I knew Robert Duvall and Faye Dunaway were in it but only discovered, ( to my surprise ), as the credits rolled up, that Harold Pinter had written the screenplay!

'Gettafugatttahere!— 'Harold Pinter'? the Harold Pinter?

Yes... the Harold Pinter, I shit-you-not. It's a terrible thing to confess, but when I saw the name of a Nobel-prize laureate for literature come up (and I'd gotten over the initial shock), I thought

"Oh, I bet this is going to be shit".

Not a reaction that I'm proud of, but the worst thing about it was that I was right.

One of the things that the book pointed out is how everything changes when the context changes: playing the hum-drum act of playing 'scrabble' for example becomes a naughty game for an indulgent Commander to play with his concubine in a society where women are officially illiterate for example. In the context of a fillum I haven't heard much about, by a writer I have heard much about... well the chances are it must be one of the 'shit' things that they did. It is shit.

Sorry boys and girls but there it is. Fay Dunaway's great in it, Robert Duvall plays the 'Patriarch' cipher competently, it's (fairly) faithful to the novel and, in fairness, the two-hour length doesn't drag either, so why is it so ultimately unsatisfactory?

Well for a start, the book represents the story from a far distant future where 'The Handmaid's tale' is an anonymous fragment from the ancient past whose authorship or authenticity cannot be verified, and this gives the story a kind of 'remove'.

This framing is dispensed with for the film.

Also, we lose the 1st-person narrative ( there is no 'voice-over' even ) and without these, the denuded premise seems a bit more ludicrous. With the film you just 'see' it, and if one reads the message as being the standard near-future dystopian warning, i.e. " this could happen!" a part of one's brain kick's back and says

" Nah man, I don't see it"

Despite the striking colour-burka the dystopia she lives in feels... well... like american surburbia in the late 1980's.
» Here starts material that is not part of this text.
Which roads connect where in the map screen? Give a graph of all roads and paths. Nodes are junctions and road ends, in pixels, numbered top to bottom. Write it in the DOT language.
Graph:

The handmaid even has Big Blond Hair ( the veil she wears to cover it is dispensed with as often as possible, as if the actress felt she looked plain without her Big Blond Hair, if so, her fears were justified ).



The whole story rests upon our belief in the strength and intelligence of a protagonist who is presented to us in a variety of situations where she can neither speak her mind nor act upon her desires and I dunno if that's possible to carry off but I do know that they picked the wrong generic big-haired dame to do it.
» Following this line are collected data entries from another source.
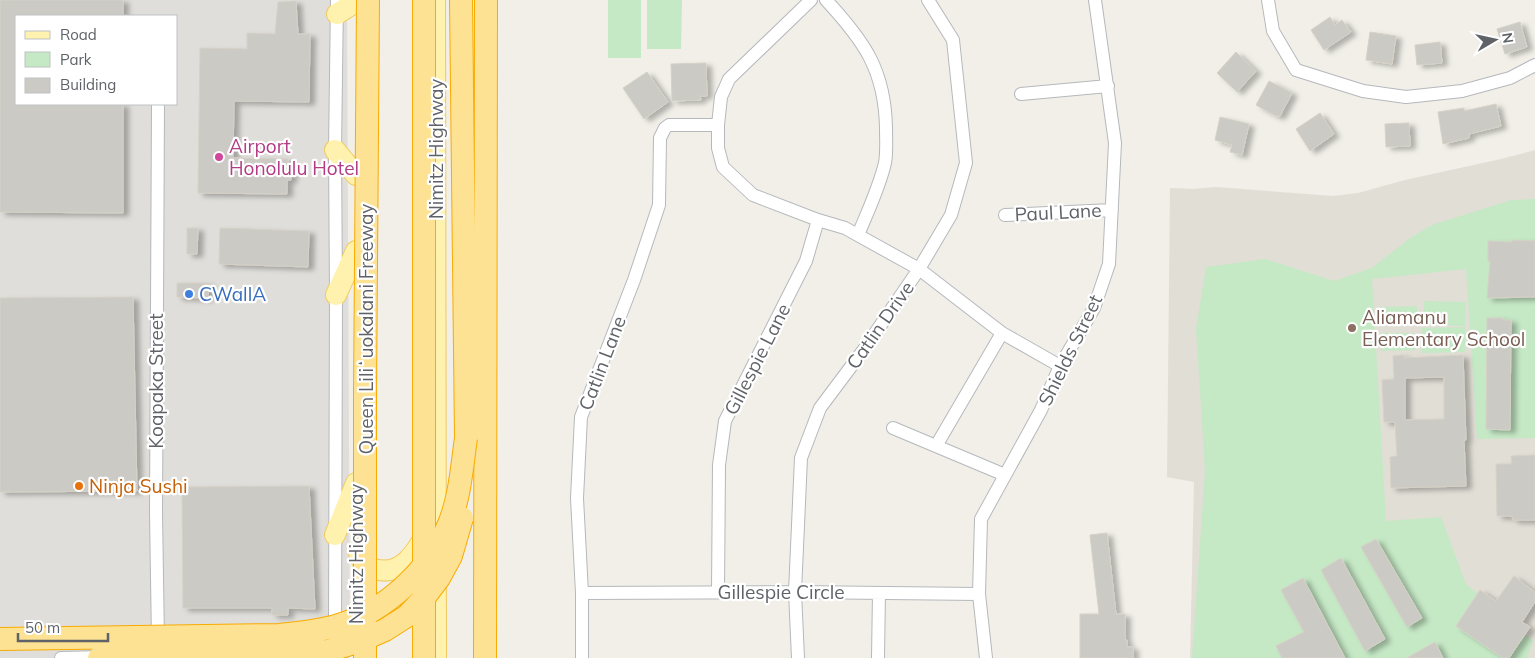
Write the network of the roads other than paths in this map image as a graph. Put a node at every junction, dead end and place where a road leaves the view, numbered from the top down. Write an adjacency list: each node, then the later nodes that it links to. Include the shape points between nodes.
1 (361, 0): 11 (main road); 18 (main road, Nimitz Highway); 48 (highway, Queen Liliʻuokalani Freeway, bridge)
2 (424, 0): 49 (highway, bridge)
3 (435, 0): 33 (main road, Nimitz Highway)
4 (461, 0): 29 (highway)
5 (486, 0): 51 (highway)
6 (811, 0): 16 (street, via 729,79 721,97)
7 (826, 0): 22 (street, via 850,25 875,66 886,115 885,161 876,193)
8 (928, 0): 24 (street, Catlin Drive, via 954,40 966,163 951,215)
9 (1095, 0): 13 (street, Shields Street)
10 (1268, 0): 12 (street, via 1273,31 1296,70 1363,91 1406,97 1462,90 1510,78)
11 (337, 7): 17 (street)
12 (1535, 64)
13 (1108, 86): 14 (street); 19 (street, Shields Street, via 1115,143)
14 (1020, 94)
15 (158, 105): 42 (street, Koapaka Street)
16 (718, 125): 21 (street, via 718,148 724,167 753,195); 38 (street, Catlin Lane, via 669,125 660,138 659,205 581,417 577,498)
17 (334, 150): 18 (main road); 25 (street)
18 (356, 175): 23 (main road, Nimitz Highway)
19 (1112, 210): 20 (street, Paul Lane); 27 (street, Shields Street, via 1106,272 1094,308)
20 (1005, 215)
21 (818, 220): 22 (street); 36 (street, Gillespie Lane, via 806,261 725,421 719,465)
22 (858, 235): 24 (street)
23 (356, 251): 25 (main road); 32 (main road, Nimitz Highway)
24 (918, 269): 26 (street); 37 (street, Catlin Drive, via 820,408 801,458)
25 (336, 295): 34 (street)
26 (1002, 333): 27 (street); 30 (street)
27 (1060, 366): 31 (street, Shields Street, via 1041,410)
28 (893, 428): 30 (street)
29 (466, 438): 41 (highway, bridge, via 449,524 435,550 396,594 341,625 279,635); 44 (highway, bridge, via 465,507 451,556 424,598 407,616 385,630 328,651 258,655 172,652)
30 (936, 446): 31 (street)
31 (1005, 475): 40 (street, Shields Street, via 981,519)
32 (356, 483): 34 (main road); 35 (main road, Nimitz Highway)
33 (436, 517): 35 (main road, via 409,559 400,567 384,572 368,567 362,561); 50 (main road, Nimitz Highway)
34 (335, 535): 46 (street)
35 (356, 539): 47 (main road, Nimitz Highway)
36 (718, 592): 37 (street, Gillespie Circle); 38 (street, Gillespie Circle)
37 (795, 592): 39 (street, Gillespie Circle); 53 (street, Catlin Drive)
38 (582, 593): 52 (street, Catlin Lane)
39 (879, 593): 40 (street, Gillespie Circle); 54 (street)
40 (979, 594): 55 (street, Shields Street)
41 (0, 639)
42 (158, 657): 43 (street); 45 (street)
43 (61, 658)
44 (100, 658)
45 (198, 658)
46 (334, 658)
47 (356, 658)
48 (365, 658)
49 (424, 658)
50 (436, 658)
51 (485, 658)
52 (582, 658)
53 (798, 658)
54 (878, 658)
55 (986, 658)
What happens to her only ally in the book and film 'Moira'(McGovern) is an illustration of what the system does to the truly free spirit, in the film she is also a rare opportunity for us to see the 'real' Ofred interacting with someone outside of the social system.



McGovern ( who also looks plain in a headscarf, but at least she doesn't look stupid) is the irrepressible fiesty pal and, despite the film's ludicrous elements she's believable, what isn't believable is why she aligns herself to a drink of water like Natasha Richardson's 'Ofred'.

You never get a sense of 'who' Ofred is, by what she does. The book gave us a savvy and intelligent woman placed in a society that silences her almost completely, the film gives us someone without much to say who does things we don't understand.

It touches upon some really great themes such as:
Freedom and oppression,
society and individuals,
childbirth as privilege, burden or duty to state,
the relationship of privileged women to disenfranchised women.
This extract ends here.